**Directions for this task:** Set down, in full, every record in the block.

**Entries shown:**
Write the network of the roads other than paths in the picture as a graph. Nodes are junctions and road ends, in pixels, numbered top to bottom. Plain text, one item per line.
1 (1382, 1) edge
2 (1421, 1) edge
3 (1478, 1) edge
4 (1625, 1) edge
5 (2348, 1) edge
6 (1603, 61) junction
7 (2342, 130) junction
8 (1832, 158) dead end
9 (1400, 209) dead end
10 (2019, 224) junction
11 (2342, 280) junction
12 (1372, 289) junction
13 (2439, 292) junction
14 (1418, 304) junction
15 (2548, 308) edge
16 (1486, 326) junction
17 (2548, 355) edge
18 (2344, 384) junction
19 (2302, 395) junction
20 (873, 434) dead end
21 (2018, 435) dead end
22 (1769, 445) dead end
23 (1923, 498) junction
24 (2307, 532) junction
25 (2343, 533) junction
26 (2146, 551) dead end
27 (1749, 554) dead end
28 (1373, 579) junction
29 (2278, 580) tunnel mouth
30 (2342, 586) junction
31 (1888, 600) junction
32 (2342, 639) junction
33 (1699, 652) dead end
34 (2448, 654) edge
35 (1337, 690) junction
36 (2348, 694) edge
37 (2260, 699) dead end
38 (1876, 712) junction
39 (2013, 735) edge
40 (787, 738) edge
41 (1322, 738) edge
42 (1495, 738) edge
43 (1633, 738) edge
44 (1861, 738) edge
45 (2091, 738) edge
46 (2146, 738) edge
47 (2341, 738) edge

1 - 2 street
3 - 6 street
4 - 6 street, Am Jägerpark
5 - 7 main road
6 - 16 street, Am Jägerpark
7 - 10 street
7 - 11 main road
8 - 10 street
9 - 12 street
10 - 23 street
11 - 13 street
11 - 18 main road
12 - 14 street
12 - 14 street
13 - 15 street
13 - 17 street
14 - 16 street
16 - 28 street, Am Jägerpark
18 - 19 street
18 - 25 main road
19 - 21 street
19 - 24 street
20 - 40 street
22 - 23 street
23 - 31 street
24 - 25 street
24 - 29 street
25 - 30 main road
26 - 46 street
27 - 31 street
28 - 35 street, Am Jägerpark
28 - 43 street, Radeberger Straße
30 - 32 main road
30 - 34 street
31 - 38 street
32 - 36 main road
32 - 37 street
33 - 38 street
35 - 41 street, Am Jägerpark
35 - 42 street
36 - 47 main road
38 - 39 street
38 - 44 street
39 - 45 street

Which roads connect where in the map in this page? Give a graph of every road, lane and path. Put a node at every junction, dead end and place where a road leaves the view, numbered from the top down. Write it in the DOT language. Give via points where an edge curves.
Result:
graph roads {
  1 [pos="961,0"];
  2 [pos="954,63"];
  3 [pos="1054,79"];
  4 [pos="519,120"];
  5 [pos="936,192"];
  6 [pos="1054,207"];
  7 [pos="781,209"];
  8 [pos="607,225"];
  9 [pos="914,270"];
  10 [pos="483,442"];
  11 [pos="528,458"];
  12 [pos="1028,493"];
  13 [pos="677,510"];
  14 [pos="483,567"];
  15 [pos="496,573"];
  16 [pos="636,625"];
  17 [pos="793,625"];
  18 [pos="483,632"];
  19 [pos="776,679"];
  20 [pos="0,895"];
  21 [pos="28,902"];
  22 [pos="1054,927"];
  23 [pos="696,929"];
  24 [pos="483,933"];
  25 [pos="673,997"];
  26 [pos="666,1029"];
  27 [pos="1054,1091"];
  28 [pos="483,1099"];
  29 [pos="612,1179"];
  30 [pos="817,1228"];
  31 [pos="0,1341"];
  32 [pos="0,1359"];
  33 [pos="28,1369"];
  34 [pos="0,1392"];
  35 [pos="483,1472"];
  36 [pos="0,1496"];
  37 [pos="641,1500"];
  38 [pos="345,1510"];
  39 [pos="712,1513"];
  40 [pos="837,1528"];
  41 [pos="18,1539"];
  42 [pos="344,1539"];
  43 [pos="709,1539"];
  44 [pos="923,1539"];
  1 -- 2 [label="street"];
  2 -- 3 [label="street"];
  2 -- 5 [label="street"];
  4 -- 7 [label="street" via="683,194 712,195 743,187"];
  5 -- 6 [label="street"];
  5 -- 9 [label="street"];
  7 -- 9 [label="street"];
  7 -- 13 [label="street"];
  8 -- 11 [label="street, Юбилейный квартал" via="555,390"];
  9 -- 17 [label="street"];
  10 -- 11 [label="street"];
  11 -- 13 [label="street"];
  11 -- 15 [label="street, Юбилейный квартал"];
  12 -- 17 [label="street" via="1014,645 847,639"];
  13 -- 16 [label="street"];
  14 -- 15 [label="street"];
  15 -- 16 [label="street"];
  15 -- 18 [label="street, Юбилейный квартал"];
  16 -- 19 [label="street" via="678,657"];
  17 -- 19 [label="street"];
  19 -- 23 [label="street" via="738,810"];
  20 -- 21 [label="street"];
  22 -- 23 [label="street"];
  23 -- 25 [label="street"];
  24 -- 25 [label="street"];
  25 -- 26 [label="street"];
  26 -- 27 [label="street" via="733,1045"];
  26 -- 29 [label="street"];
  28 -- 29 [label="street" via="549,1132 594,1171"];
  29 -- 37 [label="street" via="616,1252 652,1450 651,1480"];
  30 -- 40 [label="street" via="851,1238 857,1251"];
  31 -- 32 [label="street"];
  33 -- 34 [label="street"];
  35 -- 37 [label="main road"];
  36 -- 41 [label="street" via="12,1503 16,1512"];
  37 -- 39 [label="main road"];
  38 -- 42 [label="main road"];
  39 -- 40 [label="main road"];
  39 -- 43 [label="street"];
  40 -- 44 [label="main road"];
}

**Answer section:**
Write the network of the roads other than paths in the picture as a graph. Nodes are junctions and road ends, in pixels, numbered top to bottom. Plain text, one item per line.
1 (1382, 1) edge
2 (1421, 1) edge
3 (1478, 1) edge
4 (1625, 1) edge
5 (2348, 1) edge
6 (1603, 61) junction
7 (2342, 130) junction
8 (1832, 158) dead end
9 (1400, 209) dead end
10 (2019, 224) junction
11 (2342, 280) junction
12 (1372, 289) junction
13 (2439, 292) junction
14 (1418, 304) junction
15 (2548, 308) edge
16 (1486, 326) junction
17 (2548, 355) edge
18 (2344, 384) junction
19 (2302, 395) junction
20 (873, 434) dead end
21 (2018, 435) dead end
22 (1769, 445) dead end
23 (1923, 498) junction
24 (2307, 532) junction
25 (2343, 533) junction
26 (2146, 551) dead end
27 (1749, 554) dead end
28 (1373, 579) junction
29 (2278, 580) tunnel mouth
30 (2342, 586) junction
31 (1888, 600) junction
32 (2342, 639) junction
33 (1699, 652) dead end
34 (2448, 654) edge
35 (1337, 690) junction
36 (2348, 694) edge
37 (2260, 699) dead end
38 (1876, 712) junction
39 (2013, 735) edge
40 (787, 738) edge
41 (1322, 738) edge
42 (1495, 738) edge
43 (1633, 738) edge
44 (1861, 738) edge
45 (2091, 738) edge
46 (2146, 738) edge
47 (2341, 738) edge

1 - 2 street
3 - 6 street
4 - 6 street, Am Jägerpark
5 - 7 main road
6 - 16 street, Am Jägerpark
7 - 10 street
7 - 11 main road
8 - 10 street
9 - 12 street
10 - 23 street
11 - 13 street
11 - 18 main road
12 - 14 street
12 - 14 street
13 - 15 street
13 - 17 street
14 - 16 street
16 - 28 street, Am Jägerpark
18 - 19 street
18 - 25 main road
19 - 21 street
19 - 24 street
20 - 40 street
22 - 23 street
23 - 31 street
24 - 25 street
24 - 29 street
25 - 30 main road
26 - 46 street
27 - 31 street
28 - 35 street, Am Jägerpark
28 - 43 street, Radeberger Straße
30 - 32 main road
30 - 34 street
31 - 38 street
32 - 36 main road
32 - 37 street
33 - 38 street
35 - 41 street, Am Jägerpark
35 - 42 street
36 - 47 main road
38 - 39 street
38 - 44 street
39 - 45 street

Which roads connect where in the map in this page? Give a graph of every road, lane and path. Put a node at every junction, dead end and place where a road leaves the view, numbered from the top down. Write it in the DOT language. Give via points where an edge curves.
Result:
graph roads {
  1 [pos="961,0"];
  2 [pos="954,63"];
  3 [pos="1054,79"];
  4 [pos="519,120"];
  5 [pos="936,192"];
  6 [pos="1054,207"];
  7 [pos="781,209"];
  8 [pos="607,225"];
  9 [pos="914,270"];
  10 [pos="483,442"];
  11 [pos="528,458"];
  12 [pos="1028,493"];
  13 [pos="677,510"];
  14 [pos="483,567"];
  15 [pos="496,573"];
  16 [pos="636,625"];
  17 [pos="793,625"];
  18 [pos="483,632"];
  19 [pos="776,679"];
  20 [pos="0,895"];
  21 [pos="28,902"];
  22 [pos="1054,927"];
  23 [pos="696,929"];
  24 [pos="483,933"];
  25 [pos="673,997"];
  26 [pos="666,1029"];
  27 [pos="1054,1091"];
  28 [pos="483,1099"];
  29 [pos="612,1179"];
  30 [pos="817,1228"];
  31 [pos="0,1341"];
  32 [pos="0,1359"];
  33 [pos="28,1369"];
  34 [pos="0,1392"];
  35 [pos="483,1472"];
  36 [pos="0,1496"];
  37 [pos="641,1500"];
  38 [pos="345,1510"];
  39 [pos="712,1513"];
  40 [pos="837,1528"];
  41 [pos="18,1539"];
  42 [pos="344,1539"];
  43 [pos="709,1539"];
  44 [pos="923,1539"];
  1 -- 2 [label="street"];
  2 -- 3 [label="street"];
  2 -- 5 [label="street"];
  4 -- 7 [label="street" via="683,194 712,195 743,187"];
  5 -- 6 [label="street"];
  5 -- 9 [label="street"];
  7 -- 9 [label="street"];
  7 -- 13 [label="street"];
  8 -- 11 [label="street, Юбилейный квартал" via="555,390"];
  9 -- 17 [label="street"];
  10 -- 11 [label="street"];
  11 -- 13 [label="street"];
  11 -- 15 [label="street, Юбилейный квартал"];
  12 -- 17 [label="street" via="1014,645 847,639"];
  13 -- 16 [label="street"];
  14 -- 15 [label="street"];
  15 -- 16 [label="street"];
  15 -- 18 [label="street, Юбилейный квартал"];
  16 -- 19 [label="street" via="678,657"];
  17 -- 19 [label="street"];
  19 -- 23 [label="street" via="738,810"];
  20 -- 21 [label="street"];
  22 -- 23 [label="street"];
  23 -- 25 [label="street"];
  24 -- 25 [label="street"];
  25 -- 26 [label="street"];
  26 -- 27 [label="street" via="733,1045"];
  26 -- 29 [label="street"];
  28 -- 29 [label="street" via="549,1132 594,1171"];
  29 -- 37 [label="street" via="616,1252 652,1450 651,1480"];
  30 -- 40 [label="street" via="851,1238 857,1251"];
  31 -- 32 [label="street"];
  33 -- 34 [label="street"];
  35 -- 37 [label="main road"];
  36 -- 41 [label="street" via="12,1503 16,1512"];
  37 -- 39 [label="main road"];
  38 -- 42 [label="main road"];
  39 -- 40 [label="main road"];
  39 -- 43 [label="street"];
  40 -- 44 [label="main road"];
}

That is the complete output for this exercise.